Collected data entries
▼

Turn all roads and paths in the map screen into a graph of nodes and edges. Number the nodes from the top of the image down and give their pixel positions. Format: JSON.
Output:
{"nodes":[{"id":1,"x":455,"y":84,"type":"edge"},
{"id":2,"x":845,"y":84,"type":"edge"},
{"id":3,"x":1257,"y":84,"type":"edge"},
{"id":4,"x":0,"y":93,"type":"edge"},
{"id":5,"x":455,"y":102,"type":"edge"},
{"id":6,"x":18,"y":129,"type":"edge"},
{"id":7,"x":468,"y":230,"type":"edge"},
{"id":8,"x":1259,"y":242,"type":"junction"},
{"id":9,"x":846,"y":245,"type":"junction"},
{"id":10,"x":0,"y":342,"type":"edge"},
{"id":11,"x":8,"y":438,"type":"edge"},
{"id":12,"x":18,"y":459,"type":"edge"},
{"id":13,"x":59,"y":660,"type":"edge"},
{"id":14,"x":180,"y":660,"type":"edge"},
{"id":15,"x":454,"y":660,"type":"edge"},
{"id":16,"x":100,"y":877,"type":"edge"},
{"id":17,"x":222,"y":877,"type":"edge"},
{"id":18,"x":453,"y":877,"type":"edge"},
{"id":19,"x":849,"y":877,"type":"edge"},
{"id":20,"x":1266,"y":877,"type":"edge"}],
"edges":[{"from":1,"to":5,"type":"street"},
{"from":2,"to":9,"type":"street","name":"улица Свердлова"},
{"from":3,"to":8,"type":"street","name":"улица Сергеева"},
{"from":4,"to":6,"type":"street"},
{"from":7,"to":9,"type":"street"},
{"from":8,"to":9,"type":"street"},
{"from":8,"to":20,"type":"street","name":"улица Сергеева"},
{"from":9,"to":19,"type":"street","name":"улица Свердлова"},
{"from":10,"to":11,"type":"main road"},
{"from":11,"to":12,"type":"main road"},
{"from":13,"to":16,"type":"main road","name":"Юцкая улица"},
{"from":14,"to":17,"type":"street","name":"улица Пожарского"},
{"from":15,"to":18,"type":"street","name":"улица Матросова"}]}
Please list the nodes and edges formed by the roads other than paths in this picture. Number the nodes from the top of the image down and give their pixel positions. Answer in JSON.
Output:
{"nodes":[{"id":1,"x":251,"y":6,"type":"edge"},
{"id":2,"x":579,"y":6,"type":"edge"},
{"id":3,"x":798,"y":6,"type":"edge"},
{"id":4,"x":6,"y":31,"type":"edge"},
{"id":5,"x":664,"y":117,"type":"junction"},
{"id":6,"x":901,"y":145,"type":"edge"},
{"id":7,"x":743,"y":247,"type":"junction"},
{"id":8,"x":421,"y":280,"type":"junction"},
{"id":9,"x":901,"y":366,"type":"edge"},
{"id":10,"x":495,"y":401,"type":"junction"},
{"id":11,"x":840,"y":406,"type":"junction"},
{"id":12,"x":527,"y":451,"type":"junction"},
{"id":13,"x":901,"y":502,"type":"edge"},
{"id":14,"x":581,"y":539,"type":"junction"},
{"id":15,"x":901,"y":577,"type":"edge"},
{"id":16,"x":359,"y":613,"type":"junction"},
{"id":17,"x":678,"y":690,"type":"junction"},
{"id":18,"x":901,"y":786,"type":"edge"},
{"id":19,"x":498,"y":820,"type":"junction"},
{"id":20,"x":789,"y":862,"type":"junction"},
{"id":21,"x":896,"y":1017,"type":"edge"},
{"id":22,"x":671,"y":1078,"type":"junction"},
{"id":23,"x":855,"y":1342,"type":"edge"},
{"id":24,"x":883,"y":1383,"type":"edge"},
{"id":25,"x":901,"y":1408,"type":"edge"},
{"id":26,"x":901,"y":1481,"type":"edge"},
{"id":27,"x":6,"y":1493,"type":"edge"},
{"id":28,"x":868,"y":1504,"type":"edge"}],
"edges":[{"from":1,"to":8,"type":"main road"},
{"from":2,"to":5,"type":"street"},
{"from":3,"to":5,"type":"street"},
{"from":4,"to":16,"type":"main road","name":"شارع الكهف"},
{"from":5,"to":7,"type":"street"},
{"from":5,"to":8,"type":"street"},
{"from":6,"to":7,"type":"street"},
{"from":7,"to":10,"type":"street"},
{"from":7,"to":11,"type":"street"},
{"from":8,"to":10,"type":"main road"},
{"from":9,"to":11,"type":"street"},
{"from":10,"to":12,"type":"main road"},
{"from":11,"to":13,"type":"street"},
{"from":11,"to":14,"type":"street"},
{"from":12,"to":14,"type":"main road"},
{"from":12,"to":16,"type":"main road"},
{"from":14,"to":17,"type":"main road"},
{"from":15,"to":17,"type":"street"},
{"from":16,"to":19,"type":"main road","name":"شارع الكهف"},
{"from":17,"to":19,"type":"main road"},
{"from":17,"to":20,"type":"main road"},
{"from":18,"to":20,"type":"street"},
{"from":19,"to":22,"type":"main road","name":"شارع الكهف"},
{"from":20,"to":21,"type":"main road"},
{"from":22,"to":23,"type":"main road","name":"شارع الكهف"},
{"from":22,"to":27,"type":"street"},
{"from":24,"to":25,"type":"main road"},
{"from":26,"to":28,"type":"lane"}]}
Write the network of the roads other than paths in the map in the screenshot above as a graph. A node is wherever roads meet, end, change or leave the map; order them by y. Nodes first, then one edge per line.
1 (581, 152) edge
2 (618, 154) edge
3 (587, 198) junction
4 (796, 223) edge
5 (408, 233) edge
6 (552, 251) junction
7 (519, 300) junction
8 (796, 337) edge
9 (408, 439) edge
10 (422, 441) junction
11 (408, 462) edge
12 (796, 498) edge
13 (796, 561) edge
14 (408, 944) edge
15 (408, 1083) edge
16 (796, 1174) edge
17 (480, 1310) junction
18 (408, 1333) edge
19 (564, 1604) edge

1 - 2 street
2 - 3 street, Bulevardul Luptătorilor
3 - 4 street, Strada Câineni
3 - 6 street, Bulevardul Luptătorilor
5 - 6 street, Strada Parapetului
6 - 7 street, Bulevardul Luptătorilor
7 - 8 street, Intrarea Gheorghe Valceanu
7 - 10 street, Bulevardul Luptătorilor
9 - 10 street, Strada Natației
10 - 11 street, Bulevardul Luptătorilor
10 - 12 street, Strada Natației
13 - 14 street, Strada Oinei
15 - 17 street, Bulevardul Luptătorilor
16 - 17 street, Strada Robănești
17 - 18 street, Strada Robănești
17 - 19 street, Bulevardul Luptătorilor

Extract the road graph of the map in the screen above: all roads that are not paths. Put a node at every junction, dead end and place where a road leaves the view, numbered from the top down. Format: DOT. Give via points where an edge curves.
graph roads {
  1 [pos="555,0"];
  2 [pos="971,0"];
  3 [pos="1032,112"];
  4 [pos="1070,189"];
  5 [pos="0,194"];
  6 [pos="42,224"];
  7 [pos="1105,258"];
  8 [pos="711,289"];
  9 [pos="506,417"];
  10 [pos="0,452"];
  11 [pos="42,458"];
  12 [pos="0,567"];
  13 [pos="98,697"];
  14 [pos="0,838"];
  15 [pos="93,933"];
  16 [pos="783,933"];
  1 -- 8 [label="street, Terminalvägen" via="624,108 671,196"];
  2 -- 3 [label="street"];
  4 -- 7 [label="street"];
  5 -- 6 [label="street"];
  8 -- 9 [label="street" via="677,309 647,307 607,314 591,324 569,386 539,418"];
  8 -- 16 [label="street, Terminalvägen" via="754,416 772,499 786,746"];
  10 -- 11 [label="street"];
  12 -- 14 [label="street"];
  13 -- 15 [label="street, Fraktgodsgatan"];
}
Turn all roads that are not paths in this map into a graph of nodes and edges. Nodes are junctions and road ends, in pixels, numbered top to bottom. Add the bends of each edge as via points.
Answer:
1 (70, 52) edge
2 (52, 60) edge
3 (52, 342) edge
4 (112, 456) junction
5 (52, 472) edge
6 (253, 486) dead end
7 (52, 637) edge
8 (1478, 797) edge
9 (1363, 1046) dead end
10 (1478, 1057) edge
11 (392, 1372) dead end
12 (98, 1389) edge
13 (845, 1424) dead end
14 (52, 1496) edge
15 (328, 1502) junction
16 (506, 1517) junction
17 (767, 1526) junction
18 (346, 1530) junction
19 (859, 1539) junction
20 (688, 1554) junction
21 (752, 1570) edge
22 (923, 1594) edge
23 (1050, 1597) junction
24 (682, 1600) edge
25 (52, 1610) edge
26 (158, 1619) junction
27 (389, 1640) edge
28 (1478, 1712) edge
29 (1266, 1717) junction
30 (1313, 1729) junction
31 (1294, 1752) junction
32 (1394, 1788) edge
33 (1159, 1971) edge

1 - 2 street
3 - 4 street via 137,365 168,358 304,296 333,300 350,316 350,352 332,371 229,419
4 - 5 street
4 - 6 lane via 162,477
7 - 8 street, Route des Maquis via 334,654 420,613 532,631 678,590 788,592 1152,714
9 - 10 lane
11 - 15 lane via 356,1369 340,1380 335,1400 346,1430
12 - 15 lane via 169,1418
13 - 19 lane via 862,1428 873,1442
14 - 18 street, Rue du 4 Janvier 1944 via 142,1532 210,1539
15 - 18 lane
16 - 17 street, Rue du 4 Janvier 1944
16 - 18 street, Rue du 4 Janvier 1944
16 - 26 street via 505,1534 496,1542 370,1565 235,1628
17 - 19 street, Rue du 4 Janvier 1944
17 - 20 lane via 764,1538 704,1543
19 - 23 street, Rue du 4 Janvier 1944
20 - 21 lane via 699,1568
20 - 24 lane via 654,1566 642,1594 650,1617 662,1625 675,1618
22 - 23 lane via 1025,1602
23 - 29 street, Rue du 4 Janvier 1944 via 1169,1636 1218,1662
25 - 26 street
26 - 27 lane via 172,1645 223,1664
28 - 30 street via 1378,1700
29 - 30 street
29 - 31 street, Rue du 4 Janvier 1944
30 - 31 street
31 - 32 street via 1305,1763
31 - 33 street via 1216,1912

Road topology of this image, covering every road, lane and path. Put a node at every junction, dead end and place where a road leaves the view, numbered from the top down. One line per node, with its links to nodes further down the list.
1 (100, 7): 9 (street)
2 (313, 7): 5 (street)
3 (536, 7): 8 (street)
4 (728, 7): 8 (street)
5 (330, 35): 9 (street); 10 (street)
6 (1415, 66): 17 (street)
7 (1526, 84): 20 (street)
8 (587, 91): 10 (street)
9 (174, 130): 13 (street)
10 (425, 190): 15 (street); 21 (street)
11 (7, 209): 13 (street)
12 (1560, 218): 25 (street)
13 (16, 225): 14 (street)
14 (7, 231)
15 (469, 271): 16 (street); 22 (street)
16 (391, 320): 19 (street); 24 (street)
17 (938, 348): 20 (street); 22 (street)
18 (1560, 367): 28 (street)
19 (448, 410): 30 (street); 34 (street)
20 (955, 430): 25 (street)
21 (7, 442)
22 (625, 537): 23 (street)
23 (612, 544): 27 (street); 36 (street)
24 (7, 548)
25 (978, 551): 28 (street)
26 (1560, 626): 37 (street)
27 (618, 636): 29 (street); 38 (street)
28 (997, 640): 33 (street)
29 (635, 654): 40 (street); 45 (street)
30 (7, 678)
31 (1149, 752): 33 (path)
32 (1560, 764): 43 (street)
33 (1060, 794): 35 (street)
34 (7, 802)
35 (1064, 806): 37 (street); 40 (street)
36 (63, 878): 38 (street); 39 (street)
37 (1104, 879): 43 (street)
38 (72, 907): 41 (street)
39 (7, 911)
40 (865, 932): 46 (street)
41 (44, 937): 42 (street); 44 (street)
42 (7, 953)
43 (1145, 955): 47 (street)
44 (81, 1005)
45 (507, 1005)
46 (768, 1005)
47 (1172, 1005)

▲

◆ Task description:
Would you copy, unchanged, the stretch of the records above that begins at the line containing "Extract the road" and ends at the line containing "Turn all roads that", and only that?

◆ Answer to the problem:
Extract the road graph of the map in the screen above: all roads that are not paths. Put a node at every junction, dead end and place where a road leaves the view, numbered from the top down. Format: DOT. Give via points where an edge curves.
graph roads {
  1 [pos="555,0"];
  2 [pos="971,0"];
  3 [pos="1032,112"];
  4 [pos="1070,189"];
  5 [pos="0,194"];
  6 [pos="42,224"];
  7 [pos="1105,258"];
  8 [pos="711,289"];
  9 [pos="506,417"];
  10 [pos="0,452"];
  11 [pos="42,458"];
  12 [pos="0,567"];
  13 [pos="98,697"];
  14 [pos="0,838"];
  15 [pos="93,933"];
  16 [pos="783,933"];
  1 -- 8 [label="street, Terminalvägen" via="624,108 671,196"];
  2 -- 3 [label="street"];
  4 -- 7 [label="street"];
  5 -- 6 [label="street"];
  8 -- 9 [label="street" via="677,309 647,307 607,314 591,324 569,386 539,418"];
  8 -- 16 [label="street, Terminalvägen" via="754,416 772,499 786,746"];
  10 -- 11 [label="street"];
  12 -- 14 [label="street"];
  13 -- 15 [label="street, Fraktgodsgatan"];
}
Turn all roads that are not paths in this map into a graph of nodes and edges. Nodes are junctions and road ends, in pixels, numbered top to bottom. Add the bends of each edge as via points.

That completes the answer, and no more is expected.